● **What to produce**: Restate each record exactly as it was written.

● **Records for this exercise**:
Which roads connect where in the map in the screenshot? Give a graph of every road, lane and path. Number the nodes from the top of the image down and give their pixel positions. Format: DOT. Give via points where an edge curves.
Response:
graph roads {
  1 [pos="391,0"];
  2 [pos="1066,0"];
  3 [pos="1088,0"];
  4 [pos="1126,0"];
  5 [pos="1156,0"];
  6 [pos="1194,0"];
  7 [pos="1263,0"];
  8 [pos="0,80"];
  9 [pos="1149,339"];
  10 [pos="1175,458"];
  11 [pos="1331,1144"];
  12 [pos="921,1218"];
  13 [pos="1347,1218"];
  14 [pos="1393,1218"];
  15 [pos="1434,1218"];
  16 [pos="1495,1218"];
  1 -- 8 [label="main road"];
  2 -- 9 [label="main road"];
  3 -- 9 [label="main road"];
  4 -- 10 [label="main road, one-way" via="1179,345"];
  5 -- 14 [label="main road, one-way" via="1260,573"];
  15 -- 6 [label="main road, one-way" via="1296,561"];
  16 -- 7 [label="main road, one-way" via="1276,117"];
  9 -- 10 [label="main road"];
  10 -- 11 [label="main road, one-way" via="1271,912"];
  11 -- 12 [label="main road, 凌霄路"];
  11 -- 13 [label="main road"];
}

● **Solution below**:
Which roads connect where in the map in the screenshot? Give a graph of every road, lane and path. Number the nodes from the top of the image down and give their pixel positions. Format: DOT. Give via points where an edge curves.
Response:
graph roads {
  1 [pos="391,0"];
  2 [pos="1066,0"];
  3 [pos="1088,0"];
  4 [pos="1126,0"];
  5 [pos="1156,0"];
  6 [pos="1194,0"];
  7 [pos="1263,0"];
  8 [pos="0,80"];
  9 [pos="1149,339"];
  10 [pos="1175,458"];
  11 [pos="1331,1144"];
  12 [pos="921,1218"];
  13 [pos="1347,1218"];
  14 [pos="1393,1218"];
  15 [pos="1434,1218"];
  16 [pos="1495,1218"];
  1 -- 8 [label="main road"];
  2 -- 9 [label="main road"];
  3 -- 9 [label="main road"];
  4 -- 10 [label="main road, one-way" via="1179,345"];
  5 -- 14 [label="main road, one-way" via="1260,573"];
  15 -- 6 [label="main road, one-way" via="1296,561"];
  16 -- 7 [label="main road, one-way" via="1276,117"];
  9 -- 10 [label="main road"];
  10 -- 11 [label="main road, one-way" via="1271,912"];
  11 -- 12 [label="main road, 凌霄路"];
  11 -- 13 [label="main road"];
}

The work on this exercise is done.